The group wants to know which mutations equipped the virus to replicate efficiently at higher temperatures; at some point, the virus moved its home base out of the upper respiratory tract, which has a lower temperature than our body’s core. Kumar says that somewhere along the line of genetic changes, EV-D68 developed the ability to cross the blood-brain barrier or efficiently replicate in muscle cells to reach the motor neurons.

 

Two things attracted Kumar to study the virus. First, plain old curiosity. “As a scientist, I want to know what’s going on,” says Kumar, who -- during his postdoc at the University of Alberta -- was part of one of the first labs to study the Zika virus. “It’s a scientific mystery. This was a benign respiratory virus that wasn’t causing any serious illness, then all of a sudden it becomes a neurotropic virus that causes a lot of harm in children.”

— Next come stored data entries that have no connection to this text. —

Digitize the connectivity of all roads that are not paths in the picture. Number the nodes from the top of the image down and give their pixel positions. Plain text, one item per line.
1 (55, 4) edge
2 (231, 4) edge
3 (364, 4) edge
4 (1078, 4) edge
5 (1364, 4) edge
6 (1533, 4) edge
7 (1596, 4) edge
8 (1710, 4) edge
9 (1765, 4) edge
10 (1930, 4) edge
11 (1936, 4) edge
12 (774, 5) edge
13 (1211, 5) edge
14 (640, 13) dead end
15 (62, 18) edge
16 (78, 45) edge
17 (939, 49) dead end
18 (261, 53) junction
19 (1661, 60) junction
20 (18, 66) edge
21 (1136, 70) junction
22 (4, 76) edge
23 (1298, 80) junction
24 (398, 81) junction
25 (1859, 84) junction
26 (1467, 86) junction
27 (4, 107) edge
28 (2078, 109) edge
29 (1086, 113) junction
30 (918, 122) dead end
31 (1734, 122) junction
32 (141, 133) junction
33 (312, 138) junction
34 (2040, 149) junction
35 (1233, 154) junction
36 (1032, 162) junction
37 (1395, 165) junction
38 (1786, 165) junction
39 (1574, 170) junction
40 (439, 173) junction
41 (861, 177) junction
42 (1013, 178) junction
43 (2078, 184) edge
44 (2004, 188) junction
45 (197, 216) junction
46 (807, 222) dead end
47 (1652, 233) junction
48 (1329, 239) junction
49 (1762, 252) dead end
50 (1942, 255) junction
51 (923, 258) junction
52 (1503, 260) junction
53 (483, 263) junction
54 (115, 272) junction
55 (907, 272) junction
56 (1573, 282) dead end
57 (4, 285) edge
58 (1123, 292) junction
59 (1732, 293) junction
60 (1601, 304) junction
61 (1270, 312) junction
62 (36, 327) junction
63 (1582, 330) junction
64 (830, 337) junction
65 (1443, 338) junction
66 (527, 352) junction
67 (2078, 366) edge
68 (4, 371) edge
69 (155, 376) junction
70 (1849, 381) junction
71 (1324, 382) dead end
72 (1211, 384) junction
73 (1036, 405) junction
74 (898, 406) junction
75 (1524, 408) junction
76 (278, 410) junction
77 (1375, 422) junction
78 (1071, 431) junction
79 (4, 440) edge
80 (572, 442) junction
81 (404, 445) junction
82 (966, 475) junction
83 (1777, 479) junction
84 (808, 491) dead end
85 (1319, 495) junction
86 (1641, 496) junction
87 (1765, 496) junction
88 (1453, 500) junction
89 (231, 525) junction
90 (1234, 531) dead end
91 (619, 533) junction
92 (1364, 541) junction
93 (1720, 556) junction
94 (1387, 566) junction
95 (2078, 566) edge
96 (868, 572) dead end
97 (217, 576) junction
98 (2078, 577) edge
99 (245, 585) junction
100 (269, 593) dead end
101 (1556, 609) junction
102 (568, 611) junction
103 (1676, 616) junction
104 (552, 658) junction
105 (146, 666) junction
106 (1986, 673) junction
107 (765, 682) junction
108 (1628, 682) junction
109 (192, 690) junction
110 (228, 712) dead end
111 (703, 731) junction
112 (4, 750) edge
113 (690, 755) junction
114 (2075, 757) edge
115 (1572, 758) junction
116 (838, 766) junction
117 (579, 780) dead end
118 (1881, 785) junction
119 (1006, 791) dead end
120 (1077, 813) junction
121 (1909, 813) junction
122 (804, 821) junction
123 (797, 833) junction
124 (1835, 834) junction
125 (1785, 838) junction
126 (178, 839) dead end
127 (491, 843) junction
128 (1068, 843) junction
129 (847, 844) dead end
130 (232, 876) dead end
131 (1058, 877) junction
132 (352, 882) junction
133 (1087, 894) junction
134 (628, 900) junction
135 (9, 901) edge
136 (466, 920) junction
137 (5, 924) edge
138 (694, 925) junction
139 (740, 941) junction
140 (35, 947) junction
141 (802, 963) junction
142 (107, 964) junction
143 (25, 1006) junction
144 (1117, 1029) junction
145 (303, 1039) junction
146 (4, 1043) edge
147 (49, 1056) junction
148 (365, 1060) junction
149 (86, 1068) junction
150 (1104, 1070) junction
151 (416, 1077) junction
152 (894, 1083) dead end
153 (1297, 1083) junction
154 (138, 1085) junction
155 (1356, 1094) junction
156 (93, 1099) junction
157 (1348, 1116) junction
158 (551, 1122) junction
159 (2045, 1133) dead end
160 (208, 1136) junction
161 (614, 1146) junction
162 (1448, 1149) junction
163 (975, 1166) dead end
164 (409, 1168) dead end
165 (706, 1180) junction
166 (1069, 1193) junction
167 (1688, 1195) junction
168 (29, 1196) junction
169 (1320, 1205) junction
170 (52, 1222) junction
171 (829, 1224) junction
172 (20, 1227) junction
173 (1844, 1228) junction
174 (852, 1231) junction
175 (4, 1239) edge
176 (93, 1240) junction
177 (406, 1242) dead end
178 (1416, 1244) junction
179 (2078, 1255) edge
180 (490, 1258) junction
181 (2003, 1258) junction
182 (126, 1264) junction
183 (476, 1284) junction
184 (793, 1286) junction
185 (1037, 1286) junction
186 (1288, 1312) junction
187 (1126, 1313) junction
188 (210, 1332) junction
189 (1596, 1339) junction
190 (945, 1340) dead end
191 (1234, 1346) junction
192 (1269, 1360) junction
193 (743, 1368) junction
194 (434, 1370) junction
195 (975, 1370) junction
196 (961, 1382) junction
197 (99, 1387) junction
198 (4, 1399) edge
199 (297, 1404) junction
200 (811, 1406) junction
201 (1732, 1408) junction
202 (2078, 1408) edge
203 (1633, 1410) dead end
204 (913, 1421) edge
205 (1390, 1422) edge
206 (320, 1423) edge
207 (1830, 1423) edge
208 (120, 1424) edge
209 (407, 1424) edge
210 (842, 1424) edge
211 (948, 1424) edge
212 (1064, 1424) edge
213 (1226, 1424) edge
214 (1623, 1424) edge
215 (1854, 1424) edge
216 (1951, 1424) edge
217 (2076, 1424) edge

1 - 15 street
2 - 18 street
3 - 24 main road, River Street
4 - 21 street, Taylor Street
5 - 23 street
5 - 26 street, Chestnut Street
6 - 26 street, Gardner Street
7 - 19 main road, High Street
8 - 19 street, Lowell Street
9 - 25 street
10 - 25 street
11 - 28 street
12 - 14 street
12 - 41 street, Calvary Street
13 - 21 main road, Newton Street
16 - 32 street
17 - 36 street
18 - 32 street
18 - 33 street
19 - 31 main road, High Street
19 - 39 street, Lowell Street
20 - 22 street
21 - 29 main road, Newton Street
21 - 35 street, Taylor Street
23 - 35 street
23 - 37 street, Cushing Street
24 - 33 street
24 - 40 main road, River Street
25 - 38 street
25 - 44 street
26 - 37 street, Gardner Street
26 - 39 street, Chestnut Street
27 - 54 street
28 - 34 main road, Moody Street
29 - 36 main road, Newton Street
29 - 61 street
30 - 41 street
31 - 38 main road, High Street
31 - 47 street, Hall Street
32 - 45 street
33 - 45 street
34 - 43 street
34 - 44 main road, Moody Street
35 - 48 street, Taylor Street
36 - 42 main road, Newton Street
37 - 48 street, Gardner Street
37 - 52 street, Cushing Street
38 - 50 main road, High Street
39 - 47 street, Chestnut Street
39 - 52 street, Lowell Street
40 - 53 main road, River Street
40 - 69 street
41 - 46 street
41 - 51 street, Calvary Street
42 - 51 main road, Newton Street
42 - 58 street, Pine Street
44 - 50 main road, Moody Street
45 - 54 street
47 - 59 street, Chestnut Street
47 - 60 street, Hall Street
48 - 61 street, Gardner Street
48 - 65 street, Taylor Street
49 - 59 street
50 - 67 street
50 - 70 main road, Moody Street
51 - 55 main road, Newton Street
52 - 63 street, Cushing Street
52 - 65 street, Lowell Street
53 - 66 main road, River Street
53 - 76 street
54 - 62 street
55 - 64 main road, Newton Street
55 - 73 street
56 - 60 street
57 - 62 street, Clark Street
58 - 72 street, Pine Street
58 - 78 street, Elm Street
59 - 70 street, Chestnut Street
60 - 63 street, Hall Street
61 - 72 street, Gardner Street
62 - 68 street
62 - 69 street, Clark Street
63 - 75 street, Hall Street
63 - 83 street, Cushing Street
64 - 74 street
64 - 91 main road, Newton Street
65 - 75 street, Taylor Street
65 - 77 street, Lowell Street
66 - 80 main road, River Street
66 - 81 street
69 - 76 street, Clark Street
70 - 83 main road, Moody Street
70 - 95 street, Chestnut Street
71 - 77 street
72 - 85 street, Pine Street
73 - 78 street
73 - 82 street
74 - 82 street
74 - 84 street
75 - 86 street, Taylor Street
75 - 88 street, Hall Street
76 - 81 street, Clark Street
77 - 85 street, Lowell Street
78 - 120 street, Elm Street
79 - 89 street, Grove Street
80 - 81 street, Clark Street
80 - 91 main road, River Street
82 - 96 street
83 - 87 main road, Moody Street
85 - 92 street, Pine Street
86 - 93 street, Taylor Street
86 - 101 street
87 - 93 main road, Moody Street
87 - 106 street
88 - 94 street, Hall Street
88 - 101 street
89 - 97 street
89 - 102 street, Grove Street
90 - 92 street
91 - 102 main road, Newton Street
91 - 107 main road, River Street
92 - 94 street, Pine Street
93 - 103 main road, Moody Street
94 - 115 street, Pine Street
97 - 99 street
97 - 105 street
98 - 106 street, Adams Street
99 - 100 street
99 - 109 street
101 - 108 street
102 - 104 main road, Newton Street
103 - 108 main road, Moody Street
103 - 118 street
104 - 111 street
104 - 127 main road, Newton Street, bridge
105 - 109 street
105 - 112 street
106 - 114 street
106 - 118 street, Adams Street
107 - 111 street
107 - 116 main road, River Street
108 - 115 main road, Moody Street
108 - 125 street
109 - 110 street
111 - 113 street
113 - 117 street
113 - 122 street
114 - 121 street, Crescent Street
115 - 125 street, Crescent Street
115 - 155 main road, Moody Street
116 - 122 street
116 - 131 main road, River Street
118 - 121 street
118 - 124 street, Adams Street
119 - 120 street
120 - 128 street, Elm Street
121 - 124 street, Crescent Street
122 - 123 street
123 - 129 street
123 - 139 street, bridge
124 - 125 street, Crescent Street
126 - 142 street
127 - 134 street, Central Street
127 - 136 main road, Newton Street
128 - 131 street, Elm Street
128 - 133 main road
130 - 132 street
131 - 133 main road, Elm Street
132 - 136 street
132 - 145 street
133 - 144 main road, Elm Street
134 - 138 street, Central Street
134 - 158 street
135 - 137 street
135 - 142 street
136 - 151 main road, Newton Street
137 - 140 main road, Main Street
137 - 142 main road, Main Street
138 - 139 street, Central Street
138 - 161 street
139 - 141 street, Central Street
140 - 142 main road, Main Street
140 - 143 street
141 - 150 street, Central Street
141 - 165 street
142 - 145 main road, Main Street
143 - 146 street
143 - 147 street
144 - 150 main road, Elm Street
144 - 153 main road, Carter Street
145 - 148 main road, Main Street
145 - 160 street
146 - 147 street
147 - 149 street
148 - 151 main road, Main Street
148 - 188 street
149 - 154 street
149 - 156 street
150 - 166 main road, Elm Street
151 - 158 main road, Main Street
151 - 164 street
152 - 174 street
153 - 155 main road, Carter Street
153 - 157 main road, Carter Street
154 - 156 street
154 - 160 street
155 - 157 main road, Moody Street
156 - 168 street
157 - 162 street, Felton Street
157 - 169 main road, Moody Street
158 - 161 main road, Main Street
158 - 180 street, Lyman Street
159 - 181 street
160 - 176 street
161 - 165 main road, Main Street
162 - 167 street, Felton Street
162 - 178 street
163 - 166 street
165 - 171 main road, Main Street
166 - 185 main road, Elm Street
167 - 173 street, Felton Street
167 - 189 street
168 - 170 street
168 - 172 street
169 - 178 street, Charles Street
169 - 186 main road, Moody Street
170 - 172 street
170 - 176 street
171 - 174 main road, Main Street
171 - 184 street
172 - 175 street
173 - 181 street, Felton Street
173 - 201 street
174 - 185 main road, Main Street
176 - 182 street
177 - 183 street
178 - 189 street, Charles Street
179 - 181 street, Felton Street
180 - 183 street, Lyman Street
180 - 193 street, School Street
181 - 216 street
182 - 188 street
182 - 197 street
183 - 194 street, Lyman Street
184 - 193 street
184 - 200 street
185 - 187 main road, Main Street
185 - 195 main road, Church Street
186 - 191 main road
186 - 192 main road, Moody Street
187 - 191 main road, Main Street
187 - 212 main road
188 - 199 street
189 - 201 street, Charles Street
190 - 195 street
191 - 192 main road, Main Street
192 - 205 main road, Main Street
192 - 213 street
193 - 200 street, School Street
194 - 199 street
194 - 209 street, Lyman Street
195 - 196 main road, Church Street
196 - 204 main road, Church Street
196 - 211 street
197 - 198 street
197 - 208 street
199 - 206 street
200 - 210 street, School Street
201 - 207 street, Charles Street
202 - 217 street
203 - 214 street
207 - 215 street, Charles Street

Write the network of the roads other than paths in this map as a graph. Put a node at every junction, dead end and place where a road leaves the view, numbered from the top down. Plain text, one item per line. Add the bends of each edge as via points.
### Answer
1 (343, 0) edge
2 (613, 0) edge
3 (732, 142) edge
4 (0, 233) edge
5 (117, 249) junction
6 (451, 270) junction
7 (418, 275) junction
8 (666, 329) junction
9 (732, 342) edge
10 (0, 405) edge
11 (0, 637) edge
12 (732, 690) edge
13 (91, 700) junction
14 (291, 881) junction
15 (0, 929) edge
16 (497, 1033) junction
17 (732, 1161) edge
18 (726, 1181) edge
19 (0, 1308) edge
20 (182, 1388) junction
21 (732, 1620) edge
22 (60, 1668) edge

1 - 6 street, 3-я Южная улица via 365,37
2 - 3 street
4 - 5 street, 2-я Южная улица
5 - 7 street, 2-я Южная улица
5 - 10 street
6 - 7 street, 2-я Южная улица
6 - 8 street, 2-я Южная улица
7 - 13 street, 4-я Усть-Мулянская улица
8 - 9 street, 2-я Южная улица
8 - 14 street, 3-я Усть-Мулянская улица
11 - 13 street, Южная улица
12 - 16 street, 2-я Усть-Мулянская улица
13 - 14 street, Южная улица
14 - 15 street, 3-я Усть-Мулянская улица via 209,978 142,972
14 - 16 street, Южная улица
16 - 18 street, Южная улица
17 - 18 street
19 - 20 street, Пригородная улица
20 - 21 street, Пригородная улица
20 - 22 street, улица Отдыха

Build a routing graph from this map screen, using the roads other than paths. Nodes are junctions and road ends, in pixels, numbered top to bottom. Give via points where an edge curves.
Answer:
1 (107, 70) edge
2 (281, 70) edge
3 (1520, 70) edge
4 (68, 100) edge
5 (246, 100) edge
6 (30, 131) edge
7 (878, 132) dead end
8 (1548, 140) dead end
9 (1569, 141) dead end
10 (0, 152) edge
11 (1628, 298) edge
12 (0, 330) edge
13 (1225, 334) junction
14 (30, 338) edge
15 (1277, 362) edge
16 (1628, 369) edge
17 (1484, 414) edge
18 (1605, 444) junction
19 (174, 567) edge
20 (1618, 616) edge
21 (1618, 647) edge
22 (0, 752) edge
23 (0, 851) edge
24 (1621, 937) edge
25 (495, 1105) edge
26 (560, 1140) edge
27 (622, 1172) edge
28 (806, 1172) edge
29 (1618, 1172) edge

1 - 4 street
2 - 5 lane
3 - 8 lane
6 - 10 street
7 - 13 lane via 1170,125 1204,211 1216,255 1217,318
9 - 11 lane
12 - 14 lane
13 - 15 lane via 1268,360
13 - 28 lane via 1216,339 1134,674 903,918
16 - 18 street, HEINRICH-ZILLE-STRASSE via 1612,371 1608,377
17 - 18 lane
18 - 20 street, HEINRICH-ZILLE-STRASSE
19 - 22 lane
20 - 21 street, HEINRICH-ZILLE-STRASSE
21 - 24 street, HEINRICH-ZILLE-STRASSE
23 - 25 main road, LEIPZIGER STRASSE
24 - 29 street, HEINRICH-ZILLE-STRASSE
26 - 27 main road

Limiting -- or better still, preventing -- that harm is perhaps the bigger driver for Kumar. “It’s a terrible disease,” he says. “These kids who contract it suffer from long-term sequelae. Their movement and muscle problems extend for years. And even if they receive rehabilitation therapy, not every kid eventually becomes fine. It’s just like polio. Some people end up having to just live with it.” If the long-term effects of acute flaccid myelitis are anything like those of polio -- which Kumar believes they will be -- children who are infected will over time develop complications similar to post-polio syndrome including progressive muscle weakness, muscle and joint pain and chronic fatigue.

 

Figuring out how EV-D68 enters neurons is a critical first step in preventing the virus from causing acute flaccid myelitis, according to Kumar. “Viral entry into cells is a lock and key type mechanism,” he says. “If we can design a drug that can prevent the virus from attaching to cells, then it will not be able to infect the cell and cause the damage.”


The work he and his team will be doing over the next three years could pave the way for prophylactic drug therapy. By blocking the interaction with the motor neurons, medication could eventually reduce the number of children who develop the serious form of this disease. “If we could screen for EV-D68 in children who come down with the respiratory illness, then we could provide drug treatment that would prevent it from advancing to the serious polio-like disease.”